In this case, too, the tumor can occur at any site of the pancreas. The tumor is malignant to a low degree (low-grade malignant), but it is capable of metastasizing.
The symptoms of the disease are again - as described above - non-specific. An increase in tumor markers in the blood is not recorded.
The measures described above (computer- and image-guided puncture with escalation of invasive diagnostic measures) should also be referred to for diagnostics prior to surgery.
The treatment of choice is also complete surgical removal as described above.
The prognosis is good in the case of complete resection. Factors associated with a less favorable prognosis include tumor rupture, male gender and advanced age.
These tumors are also extremely rare in children and are therefore only briefly mentioned here. As in adults, insulinomas and gastrinomas are the most common. These tumors can also be present as part of a so-called multiple endocrine neoplasia (MEN).
As a rule, these extremely rare diseases are diagnosed by detecting the irregularly secreted hormones in the blood and by imaging procedures (such as sonography, scintigraphy, CT, MRI) (insulinomas lead to considerable changes in the blood sugar level, gastrinomas to increases in gastric acid secretion and to the development of stomach and duodenal ulcers).

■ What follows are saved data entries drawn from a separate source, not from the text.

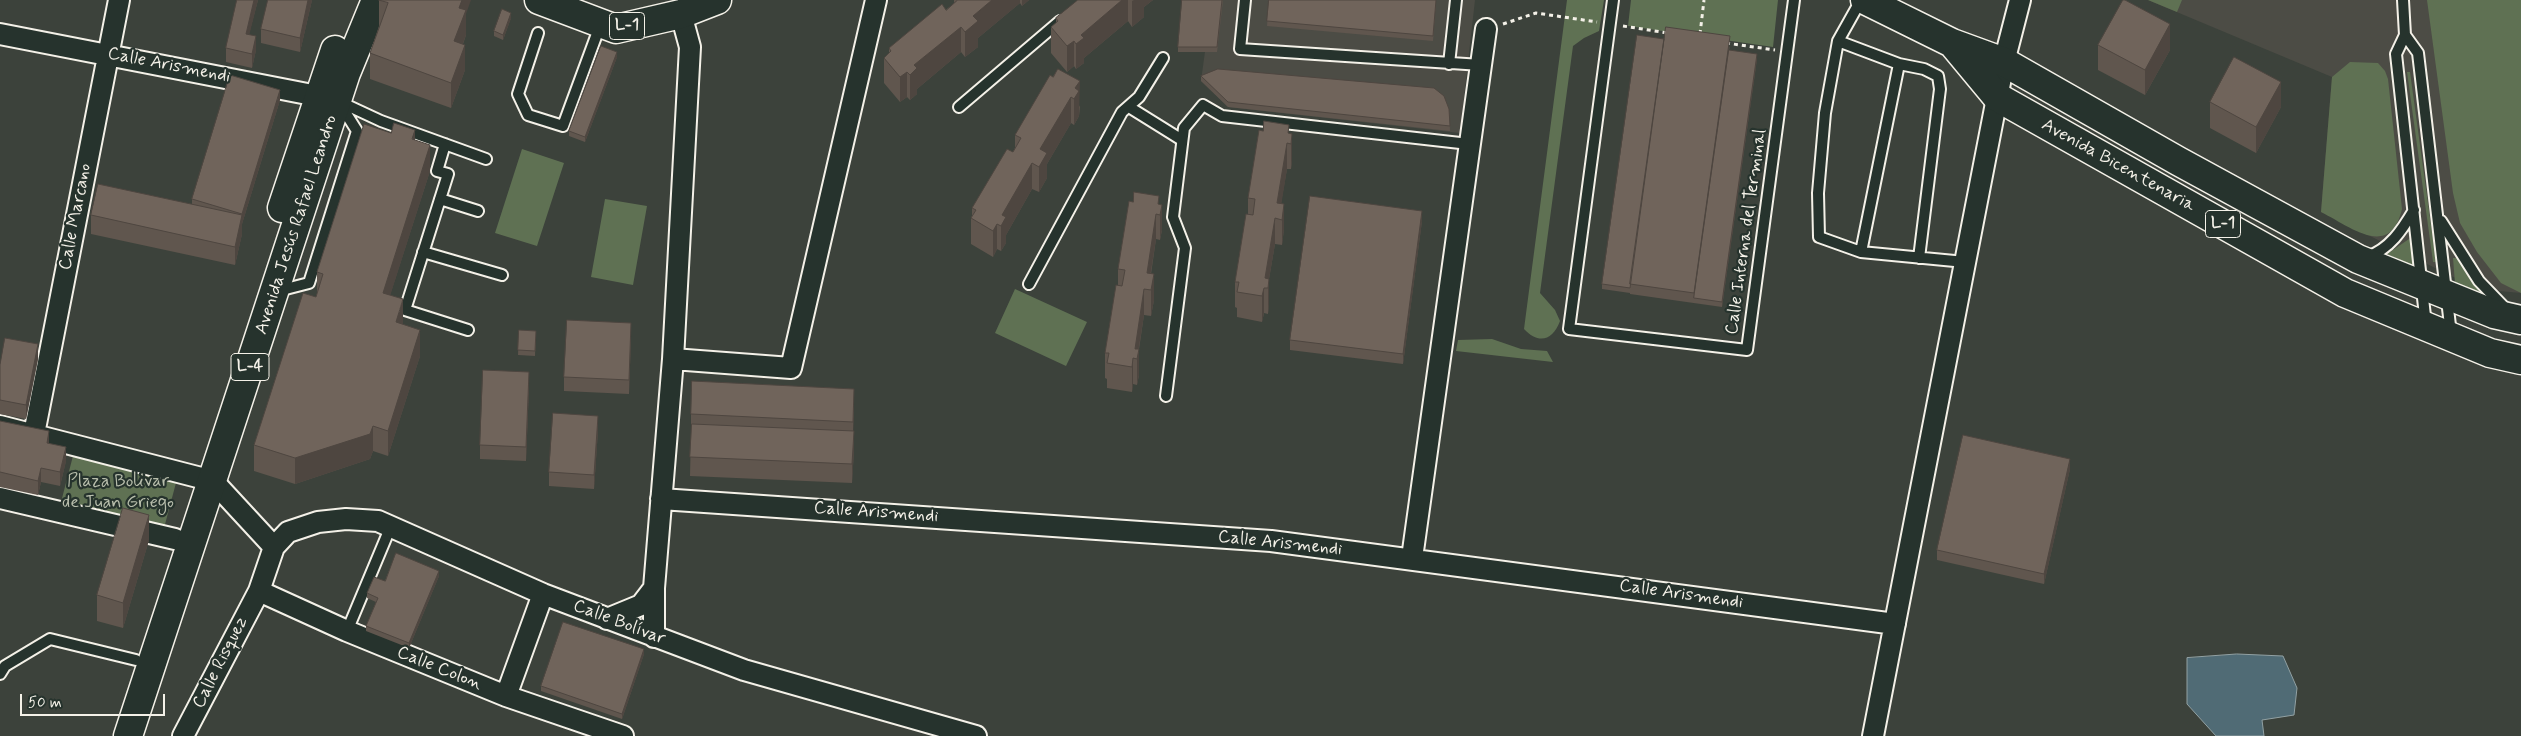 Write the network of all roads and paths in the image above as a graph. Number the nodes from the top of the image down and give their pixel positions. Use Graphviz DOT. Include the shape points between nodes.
graph roads {
  1 [pos="119,0"];
  2 [pos="356,0"];
  3 [pos="376,0"];
  4 [pos="539,0"];
  5 [pos="717,0"];
  6 [pos="876,0"];
  7 [pos="1245,0"];
  8 [pos="1456,0"];
  9 [pos="1612,0"];
  10 [pos="1704,0"];
  11 [pos="1794,0"];
  12 [pos="1863,0"];
  13 [pos="2020,0"];
  14 [pos="2403,0"];
  15 [pos="680,14"];
  16 [pos="1069,14"];
  17 [pos="601,24"];
  18 [pos="1609,24"];
  19 [pos="1486,29"];
  20 [pos="538,33"];
  21 [pos="0,34"];
  22 [pos="1672,34"];
  23 [pos="2405,35"];
  24 [pos="1699,38"];
  25 [pos="1719,41"];
  26 [pos="1838,41"];
  27 [pos="1952,43"];
  28 [pos="1787,52"];
  29 [pos="108,54"];
  30 [pos="1163,58"];
  31 [pos="2004,62"];
  32 [pos="1449,64"];
  33 [pos="1899,64"];
  34 [pos="1481,65"];
  35 [pos="1997,97"];
  36 [pos="328,98"];
  37 [pos="1129,106"];
  38 [pos="959,107"];
  39 [pos="1182,140"];
  40 [pos="445,144"];
  41 [pos="1469,144"];
  42 [pos="486,159"];
  43 [pos="440,199"];
  44 [pos="2414,210"];
  45 [pos="478,211"];
  46 [pos="2437,213"];
  47 [pos="423,252"];
  48 [pos="1861,252"];
  49 [pos="1919,258"];
  50 [pos="2358,259"];
  51 [pos="1965,262"];
  52 [pos="502,275"];
  53 [pos="1029,284"];
  54 [pos="2435,289"];
  55 [pos="2519,319"];
  56 [pos="2426,327"];
  57 [pos="468,330"];
  58 [pos="2451,337"];
  59 [pos="673,359"];
  60 [pos="2521,360"];
  61 [pos="1166,396"];
  62 [pos="0,426"];
  63 [pos="34,434"];
  64 [pos="204,478"];
  65 [pos="0,498"];
  66 [pos="661,499"];
  67 [pos="391,526"];
  68 [pos="175,538"];
  69 [pos="274,547"];
  70 [pos="1412,558"];
  71 [pos="654,588"];
  72 [pos="259,591"];
  73 [pos="543,594"];
  74 [pos="607,619"];
  75 [pos="1895,624"];
  76 [pos="347,631"];
  77 [pos="654,637"];
  78 [pos="136,660"];
  79 [pos="0,674"];
  80 [pos="506,696"];
  81 [pos="109,736"];
  82 [pos="128,736"];
  83 [pos="183,736"];
  84 [pos="623,736"];
  85 [pos="976,736"];
  86 [pos="1873,736"];
  1 -- 29 [label="street, Calle Marcano"];
  2 -- 36 [label="main road, Avenida Jesús Rafael Leandro / L-4" via="328,66"];
  3 -- 36 [label="main road, Avenida Jesús Rafael Leandro / L-4" via="346,73"];
  4 -- 17 [label="main road, L-1"];
  5 -- 15 [label="main road, L-1"];
  6 -- 59 [label="street" via="791,368"];
  7 -- 32 [label="lane" via="1240,48"];
  8 -- 32 [label="lane"];
  9 -- 18 [label="lane, Calle Interna del Terminal"];
  10 -- 24 [label="path"];
  11 -- 28 [label="lane, Calle Interna del Terminal"];
  12 -- 26 [label="lane"];
  12 -- 27 [label="main road, Avenida Bicentenaria / L-1"];
  13 -- 31 [label="street"];
  14 -- 23 [label="lane"];
  15 -- 17 [label="main road, L-1" via="616,29"];
  15 -- 59 [label="street" via="690,47"];
  16 -- 38 [label="lane"];
  17 -- 20 [label="lane" via="563,126 528,115 518,94"];
  18 -- 19 [label="path" via="1536,13"];
  18 -- 22 [label="path"];
  18 -- 28 [label="lane, Calle Interna del Terminal" via="1569,329 1747,350"];
  19 -- 34 [label="street"];
  21 -- 29 [label="street, Calle Arismendi"];
  23 -- 44 [label="lane" via="2396,54"];
  23 -- 46 [label="lane" via="2418,53"];
  25 -- 28 [label="path"];
  26 -- 33 [label="lane"];
  26 -- 48 [label="lane" via="1824,122 1818,193 1819,237"];
  27 -- 31 [label="main road, Avenida Bicentenaria / L-1"];
  27 -- 35 [label="main road, Avenida Bicentenaria / L-1"];
  29 -- 36 [label="street, Calle Arismendi"];
  29 -- 63 [label="street, Calle Marcano"];
  30 -- 37 [label="lane" via="1139,97"];
  31 -- 35 [label="street"];
  31 -- 50 [label="main road, Avenida Bicentenaria / L-1"];
  32 -- 34 [label="lane"];
  33 -- 48 [label="lane"];
  33 -- 49 [label="lane" via="1924,69 1938,76 1940,89"];
  34 -- 41 [label="street"];
  35 -- 51 [label="street"];
  35 -- 56 [label="main road, Avenida Bicentenaria / L-1" via="2345,293"];
  36 -- 40 [label="lane"];
  36 -- 64 [label="main road, Avenida Jesús Rafael Leandro / L-4"];
  36 -- 64 [label="main road, Avenida Jesús Rafael Leandro / L-4" via="275,292"];
  37 -- 39 [label="lane"];
  37 -- 53 [label="lane" via="1122,112"];
  39 -- 41 [label="lane" via="1184,128 1203,105 1222,116"];
  39 -- 61 [label="lane" via="1173,217 1185,248"];
  40 -- 42 [label="lane"];
  40 -- 43 [label="lane" via="437,171 448,174"];
  41 -- 70 [label="street"];
  43 -- 45 [label="lane"];
  43 -- 47 [label="lane"];
  44 -- 50 [label="lane" via="2394,240 2380,251"];
  44 -- 54 [label="lane"];
  46 -- 54 [label="lane"];
  46 -- 55 [label="lane" via="2479,281"];
  47 -- 52 [label="lane"];
  47 -- 57 [label="lane" via="405,310"];
  48 -- 49 [label="lane"];
  49 -- 51 [label="lane"];
  50 -- 54 [label="main road, Avenida Bicentenaria / L-1"];
  51 -- 75 [label="street"];
  54 -- 55 [label="main road, Avenida Bicentenaria / L-1" via="2494,314"];
  54 -- 56 [label="lane"];
  54 -- 58 [label="lane"];
  56 -- 58 [label="main road, Avenida Bicentenaria / L-1"];
  58 -- 60 [label="main road, Avenida Bicentenaria / L-1" via="2490,353"];
  59 -- 66 [label="street"];
  62 -- 63 [label="street"];
  63 -- 64 [label="street"];
  64 -- 68 [label="main road, Avenida Jesús Rafael Leandro / L-4"];
  64 -- 69 [label="street"];
  64 -- 82 [label="main road, Avenida Jesús Rafael Leandro / L-4"];
  65 -- 68 [label="street"];
  66 -- 70 [label="street, Calle Arismendi" via="1271,541"];
  66 -- 71 [label="street"];
  67 -- 69 [label="street, Calle Bolívar" via="378,521 346,519 318,522 288,532"];
  67 -- 73 [label="street, Calle Bolívar"];
  67 -- 76 [label="lane"];
  68 -- 78 [label="main road, Avenida Jesús Rafael Leandro / L-4"];
  69 -- 72 [label="street, Calle Bolívar"];
  70 -- 75 [label="street, Calle Arismendi"];
  71 -- 74 [label="street" via="641,606"];
  71 -- 77 [label="street"];
  72 -- 76 [label="street, Calle Colon"];
  72 -- 83 [label="street, Calle Risquez"];
  73 -- 74 [label="street, Calle Bolívar"];
  73 -- 80 [label="street"];
  74 -- 77 [label="street, Calle Bolívar"];
  75 -- 86 [label="street"];
  76 -- 80 [label="street, Calle Colon"];
  77 -- 85 [label="street, Calle Bolívar" via="744,670"];
  78 -- 79 [label="lane" via="50,639 5,666"];
  78 -- 81 [label="main road, Avenida Jesús Rafael Leandro / L-4"];
  80 -- 84 [label="street, Calle Colon"];
}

Treatment consists of surgery with localization of the tumorous changes, which are often present in several parts of the pancreas, and localized removal (enucleation) of the processes.
If a pancreatic tumor is suspected or diagnosed, your child will be examined by a team of pediatric surgeons, pediatric oncologists and radiologists on the day of admission. It is important that we introduce ourselves as a whole team from the first contact with you so that you know what to expect and we can plan the next steps together.
The final diagnosis can often not be made immediately. For this reason, we usually require a so-called "cross-sectional imaging examination" (e.g. magnetic resonance imaging or "MRI"). A tissue sample of the tumor is also often taken. This can be done either by surgery or by a CT-guided puncture. Possible spread of the tumor to other organs (e.g. lungs or skeleton) can be examined with a normal chest X-ray or other special radiological procedures.
Once these initial examinations have been carried out, we will discuss a rough treatment plan with you. The exact treatment regimen depends on the spread of the tumor and the tumor structure.
An inpatient stay of around 1-3 weeks must be planned for the surgical removal of the tumor. You will be admitted to hospital one day before the actual operation so that we can discuss the upcoming procedure with you in peace and quiet and carry out final blood tests. During the operation, an incision is made across the abdominal wall. The organs above the pancreas are then carefully pushed aside and the tumor is isolated from all surrounding tissue. The aim of the operation is to completely remove the tumor together with the surrounding affected tissue. Particular attention is paid to the quality of life after the operation, so that the aim is generally to preserve the stomach and restore the defect using small intestinal structures (pylorus-preserving duodenal pancreatectomy, also partial n. Traverso / Longmire). Traverso / Longmire). In principle, however, all resecting surgical procedures can be used depending on the findings. The removed tumor is then examined under the microscope by a tissue specialist (pathologist).
The pediatric oncologists will take over the further care of your child after the operation. Here at the center, there is very close cooperation between surgery and oncology. However, the prognosis depends on the type and location of the tumor and therefore cannot be generalized here.